Introducing the “big-roi” server example

So far, we have examined some relatively low-level computing concepts, such as the call stack layout, the delicate placement of glibc data within that layout, and rules about how that data can be accessed. To put these concepts into practice, I have written a purposely-vulnerable networked service named “big-roi” (Bad Insecure Grotesquely Really Obviously Insecure).

This GitLab repository contains the example’s source code, a compiled executable, and the objdump disassembly, which can be used to quasi-authenticate the executable. If you opt to compile the program, it is unlikely function addresses and other compiler-related properties will match those discussed in these blog posts. The executable will still work and be vulnerable to the attacks discussed in this series, but it will make following along with code snippets difficult.

When compiling or running big-roi, I recommend doing so in a Ubuntu 20.04 environment, which is what I used when creating big-roi. This increases the likelihood that gcc will produce an executable with the same mitigations applied. As we discussed in part two, glibc fingerprinting tools might not know about glibc libraries compiled for less-common Linux distributions. Using a popular distribution like Ubuntu decreases the chances of that.

In this imaginary scenario, a developer was experimenting with implementing a lightweight file server for Linux-based OSes with optional password protection.
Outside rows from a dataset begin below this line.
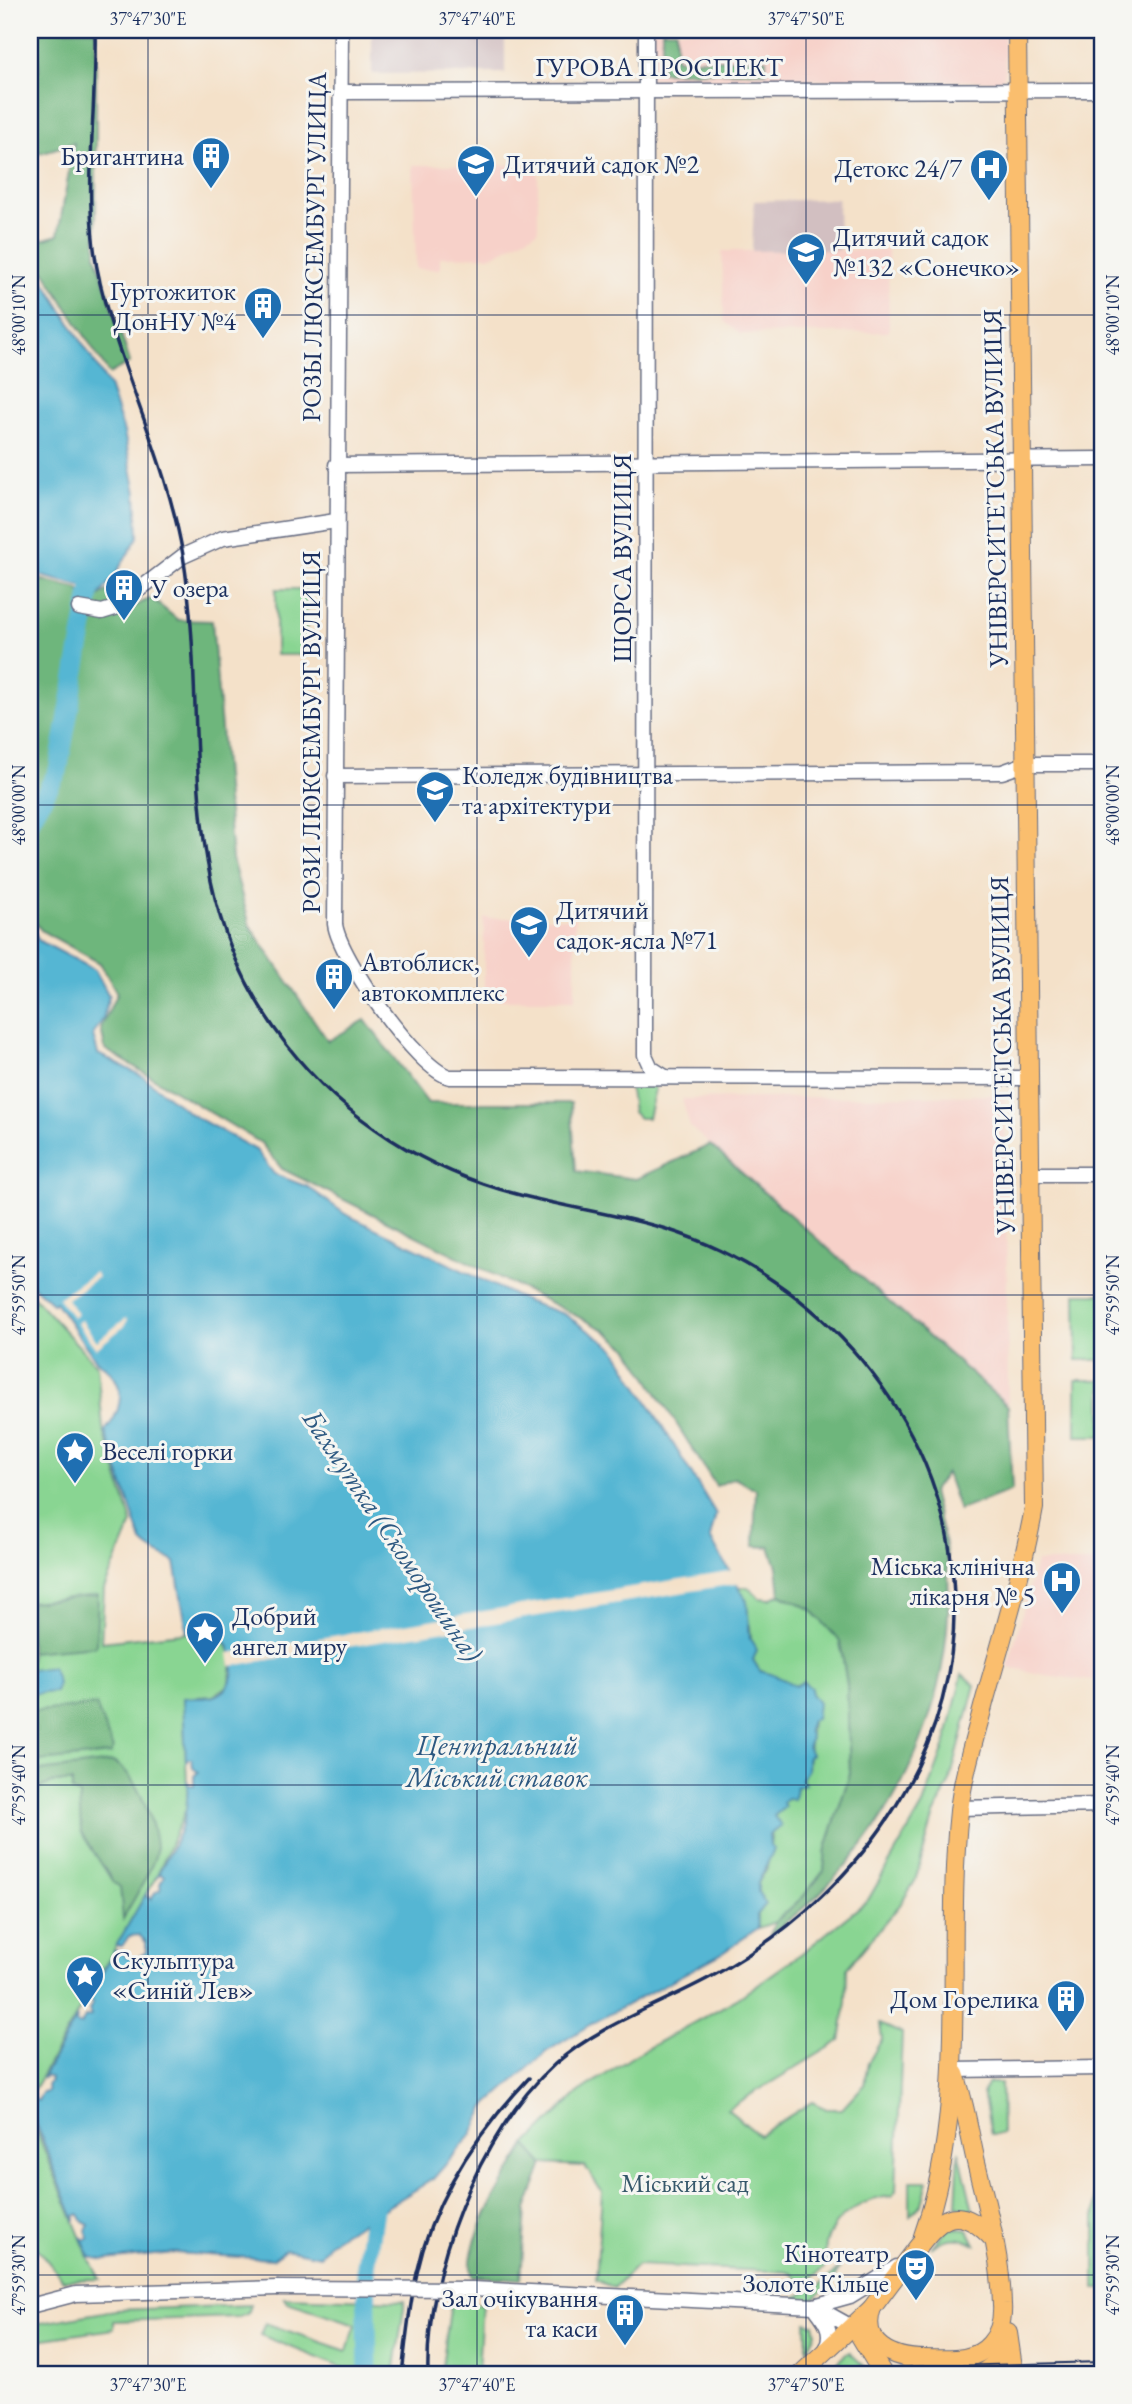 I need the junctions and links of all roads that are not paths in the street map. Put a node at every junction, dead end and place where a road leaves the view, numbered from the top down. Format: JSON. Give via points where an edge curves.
{"nodes":[{"id":1,"x":341,"y":30,"type":"edge"},
{"id":2,"x":646,"y":30,"type":"edge"},
{"id":3,"x":1017,"y":30,"type":"edge"},
{"id":4,"x":1018,"y":90,"type":"junction"},
{"id":5,"x":1102,"y":90,"type":"edge"},
{"id":6,"x":341,"y":92,"type":"junction"},
{"id":7,"x":646,"y":92,"type":"junction"},
{"id":8,"x":1021,"y":459,"type":"junction"},
{"id":9,"x":1102,"y":459,"type":"edge"},
{"id":10,"x":647,"y":464,"type":"junction"},
{"id":11,"x":336,"y":465,"type":"junction"},
{"id":12,"x":336,"y":521,"type":"junction"},
{"id":13,"x":79,"y":608,"type":"dead end"},
{"id":14,"x":1025,"y":764,"type":"junction"},
{"id":15,"x":1102,"y":764,"type":"edge"},
{"id":16,"x":646,"y":772,"type":"junction"},
{"id":17,"x":335,"y":776,"type":"junction"},
{"id":18,"x":645,"y":1055,"type":"junction"},
{"id":19,"x":630,"y":1077,"type":"junction"},
{"id":20,"x":665,"y":1077,"type":"junction"},
{"id":21,"x":1029,"y":1078,"type":"junction"},
{"id":22,"x":1030,"y":1174,"type":"junction"},
{"id":23,"x":1102,"y":1174,"type":"edge"},
{"id":24,"x":1102,"y":1805,"type":"edge"},
{"id":25,"x":959,"y":1808,"type":"junction"},
{"id":26,"x":1102,"y":2068,"type":"edge"},
{"id":27,"x":953,"y":2070,"type":"junction"},
{"id":28,"x":993,"y":2239,"type":"junction"},
{"id":29,"x":910,"y":2253,"type":"junction"},
{"id":30,"x":1002,"y":2305,"type":"junction"},
{"id":31,"x":30,"y":2306,"type":"edge"},
{"id":32,"x":814,"y":2306,"type":"junction"},
{"id":33,"x":872,"y":2308,"type":"junction"},
{"id":34,"x":854,"y":2328,"type":"junction"},
{"id":35,"x":879,"y":2346,"type":"junction"},
{"id":36,"x":820,"y":2358,"type":"junction"},
{"id":37,"x":801,"y":2374,"type":"edge"},
{"id":38,"x":883,"y":2374,"type":"edge"},
{"id":39,"x":979,"y":2374,"type":"edge"},
{"id":40,"x":1014,"y":2374,"type":"edge"}],
"edges":[{"from":1,"to":6,"type":"street","name":"РОЗЫ ЛЮКСЕМБУРГ УЛИЦА"},
{"from":2,"to":7,"type":"street","name":"ЩОРСА ВУЛИЦЯ"},
{"from":3,"to":4,"type":"main road","name":"УНІВЕРСИТЕТСЬКА ВУЛИЦЯ"},
{"from":4,"to":5,"type":"street","name":"ГУРОВА ПРОСПЕКТ"},
{"from":4,"to":7,"type":"street","name":"ГУРОВА ПРОСПЕКТ"},
{"from":4,"to":8,"type":"main road","name":"УНІВЕРСИТЕТСЬКА ВУЛИЦЯ"},
{"from":6,"to":7,"type":"street","name":"ГУРОВА ПРОСПЕКТ"},
{"from":6,"to":11,"type":"street","name":"РОЗЫ ЛЮКСЕМБУРГ УЛИЦА"},
{"from":7,"to":10,"type":"street","name":"ЩОРСА ВУЛИЦЯ"},
{"from":8,"to":9,"type":"street"},
{"from":8,"to":10,"type":"street"},
{"from":8,"to":14,"type":"main road","name":"УНІВЕРСИТЕТСЬКА ВУЛИЦЯ"},
{"from":10,"to":11,"type":"street"},
{"from":10,"to":16,"type":"street","name":"ЩОРСА ВУЛИЦЯ"},
{"from":11,"to":12,"type":"street","name":"РОЗИ ЛЮКСЕМБУРГ ВУЛИЦЯ"},
{"from":12,"to":13,"type":"street","via":[[206,543],[115,608]]},
{"from":12,"to":17,"type":"street","name":"РОЗИ ЛЮКСЕМБУРГ ВУЛИЦЯ"},
{"from":14,"to":15,"type":"street"},
{"from":14,"to":16,"type":"street","via":[[1002,772]]},
{"from":14,"to":21,"type":"main road","name":"УНІВЕРСИТЕТСЬКА ВУЛИЦЯ"},
{"from":16,"to":17,"type":"street"},
{"from":16,"to":18,"type":"street","name":"ЩОРСА ВУЛИЦЯ"},
{"from":17,"to":19,"type":"street","name":"РОЗИ ЛЮКСЕМБУРГ ВУЛИЦЯ","via":[[336,930],[381,1005],[434,1070],[450,1077]]},
{"from":18,"to":19,"type":"street","via":[[642,1068]]},
{"from":18,"to":20,"type":"street","via":[[652,1068]]},
{"from":19,"to":20,"type":"street","name":"РОЗИ ЛЮКСЕМБУРГ ВУЛИЦЯ"},
{"from":20,"to":21,"type":"street","name":"РОЗИ ЛЮКСЕМБУРГ ВУЛИЦЯ"},
{"from":21,"to":22,"type":"main road","name":"УНІВЕРСИТЕТСЬКА ВУЛИЦЯ"},
{"from":22,"to":23,"type":"street"},
{"from":22,"to":25,"type":"main road","name":"УНІВЕРСИТЕТСЬКА ВУЛИЦЯ","via":[[1034,1508],[1027,1551]]},
{"from":24,"to":25,"type":"street"},
{"from":25,"to":27,"type":"main road","name":"УНІВЕРСИТЕТСЬКА ВУЛИЦЯ"},
{"from":26,"to":27,"type":"street"},
{"from":27,"to":28,"type":"main road","name":"УНІВЕРСИТЕТСЬКА ВУЛИЦЯ","via":[[965,2104]]},
{"from":27,"to":29,"type":"main road","name":"УНІВЕРСИТЕТСЬКА ВУЛИЦЯ","via":[[936,2199]]},
{"from":28,"to":29,"type":"main road","via":[[969,2218],[953,2216],[938,2222]]},
{"from":28,"to":30,"type":"main road"},
{"from":29,"to":32,"type":"street","via":[[849,2296]]},
{"from":29,"to":33,"type":"main road"},
{"from":30,"to":35,"type":"main road","via":[[1000,2330],[992,2342],[971,2356],[911,2359]]},
{"from":30,"to":39,"type":"main road","via":[[999,2356],[993,2367]]},
{"from":30,"to":40,"type":"main road"},
{"from":31,"to":32,"type":"street","bridge":true,"via":[[76,2294],[277,2288],[472,2289]]},
{"from":32,"to":34,"type":"street"},
{"from":32,"to":36,"type":"street","via":[[830,2335]]},
{"from":33,"to":34,"type":"main road"},
{"from":33,"to":35,"type":"main road","via":[[868,2329]]},
{"from":34,"to":35,"type":"street"},
{"from":34,"to":36,"type":"main road"},
{"from":34,"to":38,"type":"main road"},
{"from":36,"to":37,"type":"main road"}]}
In the process of attaining “high ROI and velocity”, they implemented an application with some significant security challenges.

The application takes two arguments: a TCP port to listen on, and a file path to share. The user can optionally set a password by generating a bcrypt password string, and setting an environment variable equal to the bcrypt string. For example:

# Note: This requires openssl.
# Refer to "man openssl-passwd" for more information.
$ export PASSWORD_BCRYPT=$(openssl passwd -5)
# <Type in a password and confirm it>
$ echo 'keith says to forget about it!' > /tmp/secret-data
$ ./big-roi 6666 /tmp/secret-data

Users can retrieve the file by connecting to the process over TCP and sending a password:

# Note: Make sure to not include a trailing newline character.
$ printf '%s' 'gfy' | nc 6666
incorrect password: gfy
$ printf '%s' '<actual password>' | nc 6666
keith says to forget about it!

Our goal in the next post will be to bypass the program’s password check by leveraging glibc. Before we can do that however, we need to develop a better understanding of the defenses offered by the compiler. These defenses will constrain our exploit’s capabilities and design. Feel free to look at the source code - we will be covering that in the next blog post. For now, let’s focus on the executable included in the git repository.
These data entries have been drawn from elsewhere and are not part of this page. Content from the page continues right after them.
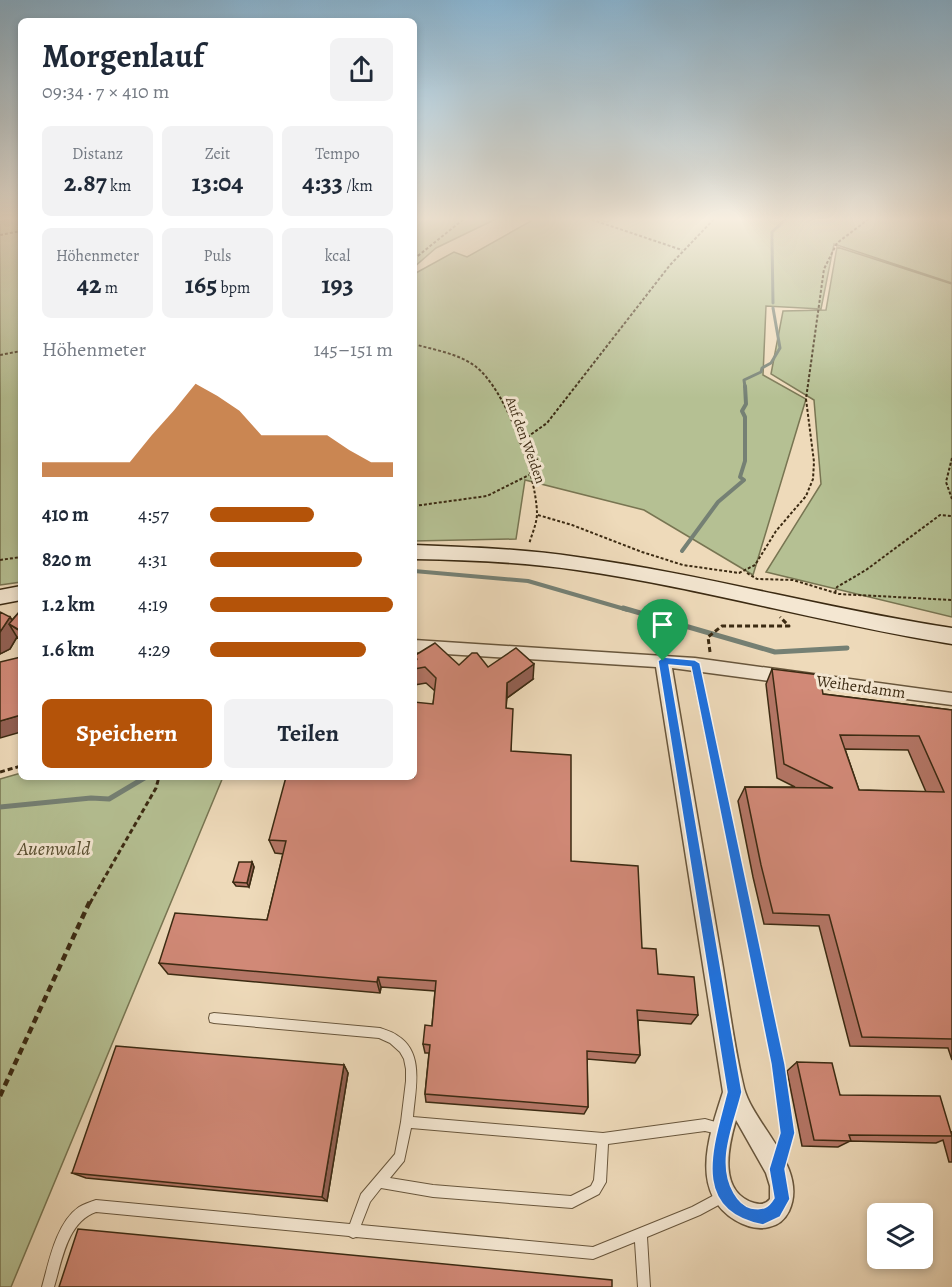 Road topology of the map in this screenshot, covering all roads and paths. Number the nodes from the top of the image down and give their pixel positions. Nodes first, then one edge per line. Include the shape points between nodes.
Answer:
1 (660, 278) edge
2 (823, 278) edge
3 (417, 345) edge
4 (18, 352) edge
5 (0, 355) edge
6 (519, 443) junction
7 (952, 458) edge
8 (529, 475) junction
9 (952, 500) edge
10 (417, 507) edge
11 (538, 515) junction
12 (952, 516) edge
13 (417, 552) edge
14 (18, 557) edge
15 (524, 557) junction
16 (0, 560) edge
17 (747, 573) junction
18 (835, 592) junction
19 (18, 594) edge
20 (0, 597) edge
21 (952, 600) edge
22 (777, 605) junction
23 (952, 636) edge
24 (708, 637) dead end
25 (417, 646) edge
26 (663, 661) junction
27 (695, 663) junction
28 (952, 699) edge
29 (18, 767) edge
30 (0, 772) edge
31 (158, 780) edge
32 (214, 1018) dead end
33 (734, 1092) junction
34 (0, 1096) edge
35 (407, 1122) junction
36 (723, 1129) junction
37 (603, 1139) junction
38 (777, 1169) junction
39 (378, 1182) junction
40 (726, 1194) junction
41 (353, 1232) junction
42 (641, 1234) junction
43 (48, 1287) edge
44 (644, 1287) edge

1 - 6 path via 547,423
2 - 17 path via 808,363 806,410 813,461 811,484
3 - 6 path, Auf den Weiden via 457,356 483,372 499,396
4 - 5 path
6 - 8 path, Auf den Weiden
7 - 9 path via 946,482
8 - 10 path via 487,496
8 - 11 path, Auf den Weiden
11 - 15 path, Auf den Weiden
11 - 17 path via 565,520 627,547 682,564 724,573
12 - 18 path via 940,514
13 - 15 main road
14 - 16 path
15 - 22 main road via 666,580
17 - 18 path via 757,579 793,580
18 - 21 path
19 - 20 main road
22 - 23 main road
22 - 24 path via 777,614 789,626 722,626
25 - 26 street, Weiherdamm
26 - 27 street, Weiherdamm
26 - 33 street
27 - 28 street, Weiherdamm
27 - 38 lane via 778,1064 787,1133
29 - 30 path
31 - 34 path via 80,919
32 - 35 lane via 380,1034 396,1039 411,1058
33 - 36 street
33 - 38 street
35 - 37 lane
35 - 39 lane via 400,1157
36 - 37 lane via 705,1125
36 - 40 street via 719,1182
37 - 39 lane via 600,1182 595,1190 572,1202 433,1191
38 - 40 street via 782,1199 763,1218 744,1214
39 - 41 lane via 365,1198
40 - 42 lane
41 - 42 lane via 593,1253
41 - 43 lane via 96,1206 85,1208 76,1216
42 - 44 lane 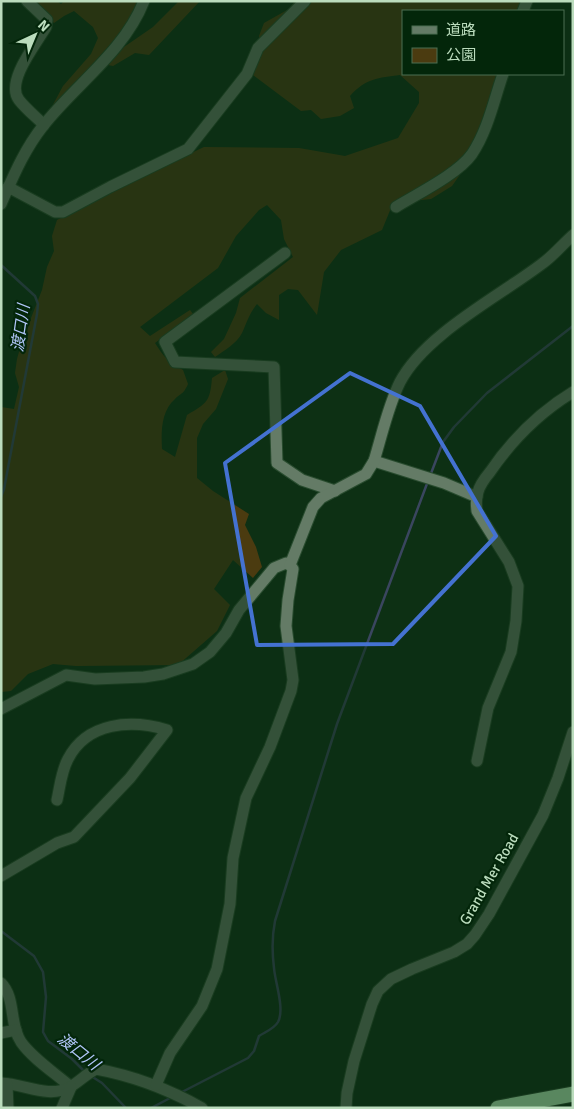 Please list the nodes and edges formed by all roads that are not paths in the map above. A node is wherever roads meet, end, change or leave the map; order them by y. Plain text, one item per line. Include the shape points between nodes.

Discovering security mitigations

It is common for hacking challenges to disable security mitigations to make exploitation easier, or to demonstrate a particular attack. One goal I have for this example is to exploit the vulnerable program without disabling any security mitigations. That raises a few questions:

  • What kind of security mitigations are there to begin with?
  • What is the relationship between any security mitigations and the final executable file that gcc spits out?
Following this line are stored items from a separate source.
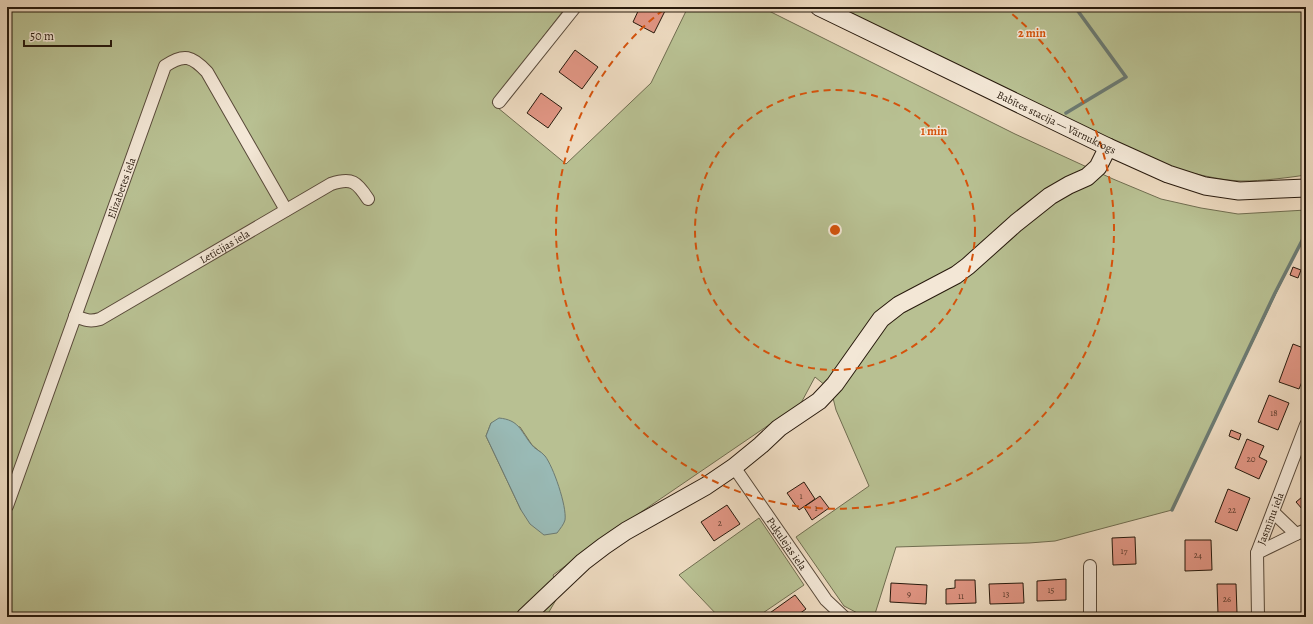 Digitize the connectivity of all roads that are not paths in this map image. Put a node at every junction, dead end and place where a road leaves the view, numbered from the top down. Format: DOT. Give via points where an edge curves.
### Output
graph roads {
  1 [pos="574,7"];
  2 [pos="819,7"];
  3 [pos="499,102"];
  4 [pos="1108,147"];
  5 [pos="1306,188"];
  6 [pos="368,199"];
  7 [pos="286,210"];
  8 [pos="76,316"];
  9 [pos="1306,425"];
  10 [pos="734,467"];
  11 [pos="7,506"];
  12 [pos="1273,512"];
  13 [pos="1301,532"];
  14 [pos="1257,554"];
  15 [pos="1090,566"];
  16 [pos="525,617"];
  17 [pos="844,617"];
  18 [pos="1090,617"];
  19 [pos="1258,617"];
  1 -- 3 [label="street"];
  2 -- 4 [label="street, Babītes stacija — Vārnukrogs"];
  4 -- 5 [label="street, Babītes stacija — Vārnukrogs" via="1168,174 1205,186 1239,191"];
  4 -- 10 [label="street" via="1098,168 1087,177 1050,196 956,275 899,305 881,319 835,384 819,400 779,428"];
  6 -- 7 [label="street, Letīcijas iela" via="361,187 352,181 343,180"];
  7 -- 8 [label="street, Letīcijas iela" via="100,319 92,321"];
  7 -- 8 [label="street, Elizabetes iela" via="207,72 197,62 186,58 174,60 165,66"];
  8 -- 11 [label="street, Elizabetes iela"];
  9 -- 12 [label="street, Jasmīnu iela"];
  10 -- 16 [label="street" via="604,546 583,562"];
  10 -- 17 [label="street, Puķulejas iela" via="826,600"];
  12 -- 13 [label="street"];
  12 -- 14 [label="street, Jasmīnu iela"];
  13 -- 14 [label="street"];
  14 -- 19 [label="street, Jasmīnu iela"];
  15 -- 18 [label="street"];
}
The most relevant mitigation is probably ASLR, which we covered in part two. ASLR is provided by the operating system via the Linux kernel. In this scenario, we will assume the computer running the vulnerable program has ASLR enabled.

Discovering security mitigations added by the compiler is a bit more involved. gcc itself can provide some of this information by specifying the -v argument:

$ gcc -o /tmp/x -v -g big-roi.c -lcrypt
# ...
/usr/lib/gcc/x86_64-linux-gnu/9/cc1 -quiet -v \
    -imultiarch x86_64-linux-gnu big-roi.c -quiet -dumpbase big-roi.c \
    -mtune=generic -march=x86-64 -auxbase big-roi -g -version \
    -fasynchronous-unwind-tables -fstack-protector-strong -Wformat \
    -Wformat-security -fstack-clash-protection -fcf-protection \
    -o /tmp/ccjIxDk4.s
# ...

Unfortunately, the output is pretty noisy (I cleaned it up quite a bit here for readability). The -f<feature> arguments and values provide some insight into security mitigations applied by gcc. This is of course not very useful when working with an existing executable or when the developer keeps the log output from gcc secret.

For more a more succinct analysis, I recommend using either rabin2 (part of radare2) or rz-bin (part of rizin) for this task. At the time of this writing, radare2 is more readily available from package managers. The rizin toolkit is a recent fork of radare2 that aims to improve code quality and security - both of which are very important for reverse engineering and binary exploitation.

Both tools report on an executable’s attributes, including security mitigations, when supplied with the -I argument. Here is what rz-bin says:

$ rz-bin -I big-roi
arch     x86
# ...
relro    full
# ...
canary   true
PIE      true
NX       true

Based on the output above, we can see the executable has the following mitigations applied:

  • NX - No-execute (in this context, specifically non-executable call stack)
  • canary - Call stack canaries
  • PIE - Position independent code / position independent executable
  • relro full - Relocation read-only in full mode

In the next sections, we will take a look at these mitigations, and what they mean for developing an exploit.

No-execute (NX)

One common security mitigation you may have heard of is no-execute (NX). Like many things in computing, this term is vague, overloaded, and used inconsistently. NX, or more generally “executable space protection”, refers to marking chunks of memory as non-executable. 1 In the output of rabin2 and rz-bin, “NX” refers to marking only the call stack as non-executable.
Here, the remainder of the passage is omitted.